Syaikh Ali Hasan Al Halabi menyatakan: “Kewajiban puasa ditunda hingga tahun kedua Hijriah, yaitu ketika para sahabat telah mantap dalam bertauhid dan dalam mengagungkan syiar Islam. Perpindahan hukum ini dilakukan secara bertahap. Karena awalnya mereka diberi pilihan untuk berpuasa atau tidak, namun tetap dianjurkan” (Shifatu Shaumin Nabi Fii Ramadhan, 1/21)

3⃣ Taqwa adalah hasilnya.

Ibarat sebuah kompetisi, hanya orang yang mau bekerja keras yang akan sampai ke finis dan mendapatkan reward. Banyak orang yang ikut dalam proses menuju ketaqwaan, namun tidak semuanya lulus dan sampai memperoleh nilai Taqwa.

Imam Al Baghawi dengan penjelasannya: “Maksudnya, mudah-mudahan kalian bertaqwa karena sebab puasa. Karena puasa adalah wasilah menuju taqwa. Sebab puasa dapat menundukkan nafsu dan mengalahkan syahwat. Sebagian ahli tafsir juga menyatakan, maksudnya: agar kalian waspada terhadap syahwat yang muncul dari makanan, minuman dan jima”

Lalu Lebih tinggu manakah, orang bertaqwa ataukah beriman??
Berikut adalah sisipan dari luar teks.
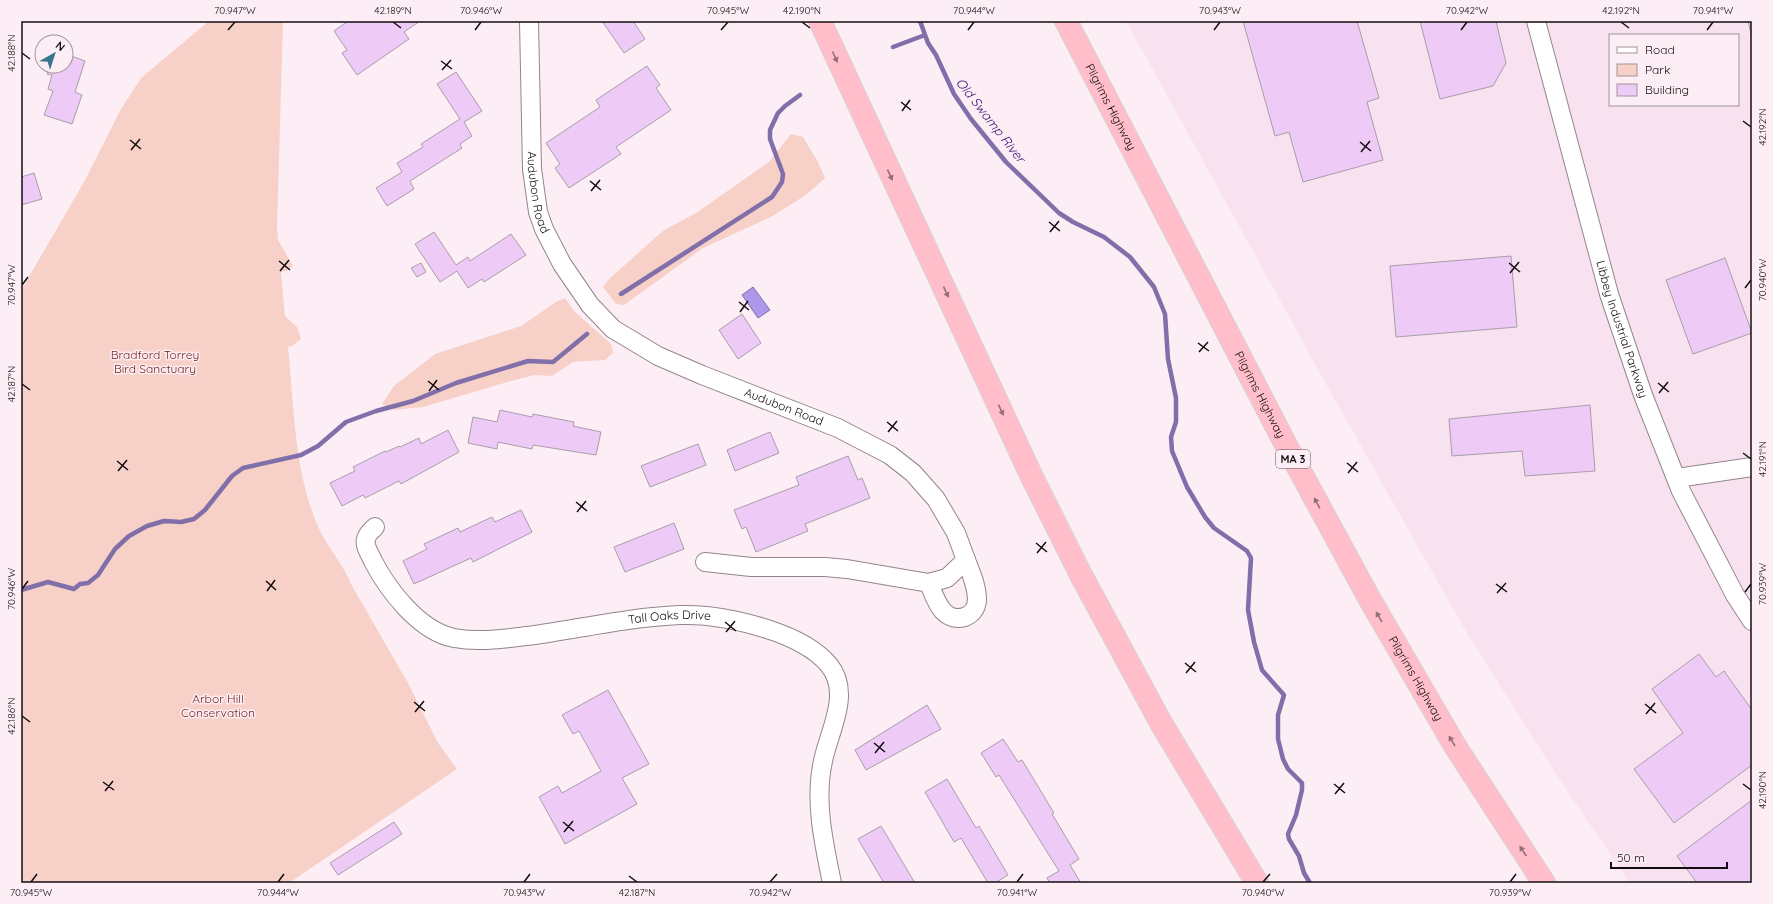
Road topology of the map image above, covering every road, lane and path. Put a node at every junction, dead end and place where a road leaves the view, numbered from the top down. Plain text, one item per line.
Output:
1 (530, 21) edge
2 (820, 21) edge
3 (1066, 21) edge
4 (1536, 21) edge
5 (1752, 467) edge
6 (1677, 478) junction
7 (375, 527) dead end
8 (966, 560) junction
9 (705, 562) dead end
10 (929, 583) junction
11 (1752, 621) edge
12 (832, 883) edge
13 (1257, 883) edge
14 (1544, 883) edge

1 - 8 street, Audubon Road
2 -> 13 highway
14 -> 3 highway, Pilgrims Highway / MA 3
4 - 6 street, Libbey Industrial Parkway
5 - 6 street
6 - 11 street, Libbey Industrial Parkway
7 - 12 street, Tall Oaks Drive
8 - 10 street
8 - 10 street, Audubon Road
9 - 10 street

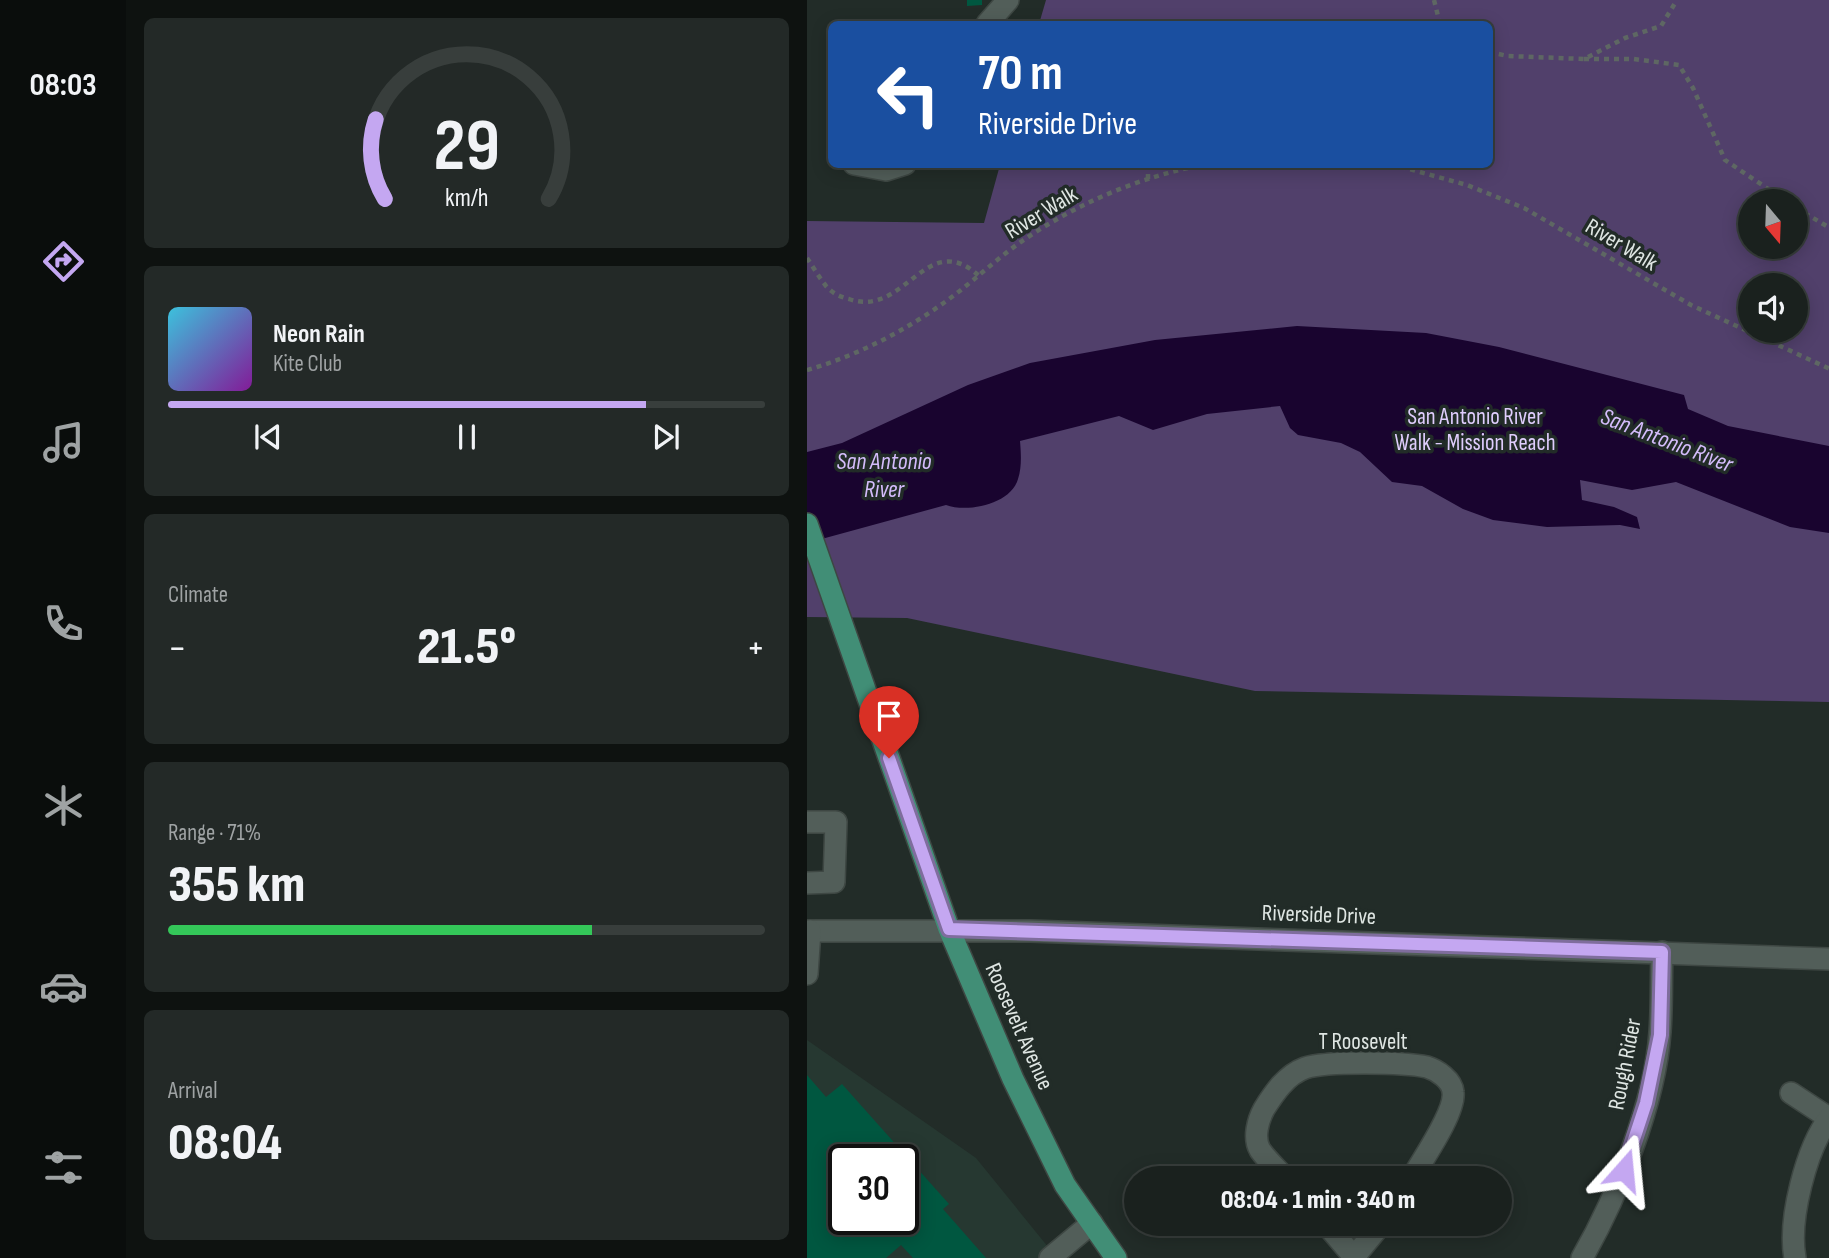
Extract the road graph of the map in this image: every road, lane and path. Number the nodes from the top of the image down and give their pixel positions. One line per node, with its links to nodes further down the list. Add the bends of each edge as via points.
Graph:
1 (1008, 0): 4 (street)
2 (1434, 0): 5 (path)
3 (1677, 0): 7 (path, via 1661,26)
4 (990, 21)
5 (1439, 21)
6 (1493, 53): 7 (path)
7 (1583, 59): 12 (path, via 1634,58 1679,65 1725,160)
8 (1148, 168): 11 (path)
9 (1191, 168): 11 (path, River Walk)
10 (1405, 168): 17 (path, River Walk, via 1467,185 1524,208 1691,305)
11 (1148, 179): 16 (path, River Walk, via 1059,218 1021,241)
12 (1768, 189)
13 (1808, 215): 14 (path)
14 (1829, 228)
15 (807, 258): 16 (path, via 826,286 854,301 887,298 936,262 955,261)
16 (979, 276): 18 (path, River Walk, via 897,332)
17 (1829, 369)
18 (807, 370)
19 (807, 524): 22 (main road, Roosevelt Avenue)
20 (807, 822): 21 (street, via 836,822 834,882)
21 (807, 883)
22 (949, 929): 23 (street, Riverside Drive); 24 (street, Riverside Drive); 31 (main road, Roosevelt Avenue, via 1013,1079 1065,1185)
23 (809, 931): 26 (street)
24 (1662, 952): 25 (street, Riverside Drive); 37 (street, Rough Rider, via 1660,1035 1646,1103 1624,1170)
25 (1829, 960)
26 (807, 974)
27 (1791, 1093): 28 (street)
28 (1829, 1118): 38 (street, via 1813,1150 1798,1199)
29 (1275, 1166): 30 (street, T Roosevelt, via 1259,1148 1260,1116 1287,1079 1320,1064 1428,1068 1448,1081 1452,1100 1436,1142)
30 (1420, 1166)
31 (1092, 1223): 34 (street); 35 (main road, Roosevelt Avenue)
32 (1336, 1236): 36 (street)
33 (1372, 1236): 36 (street)
34 (1050, 1258)
35 (1116, 1258)
36 (1355, 1258)
37 (1582, 1258)
38 (1795, 1258)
Orang bertaqwa tanpa beriman ibarat orang punya atap namun tidak punya bangunan. Maka dia bukanlah dinamakan bangunan, melainkan hanya sebuah atap.
Orang beriman tanpa taqwa ibarat sebuah bangunan tanpa atap, maka tidak sempurnalah dia dikatakan sebagai sebuah bangunan.
itulah perumpamaan antara Iman dan Taqwa, tidak ada yang lebih tinggu melainkan saling menyempurnakan.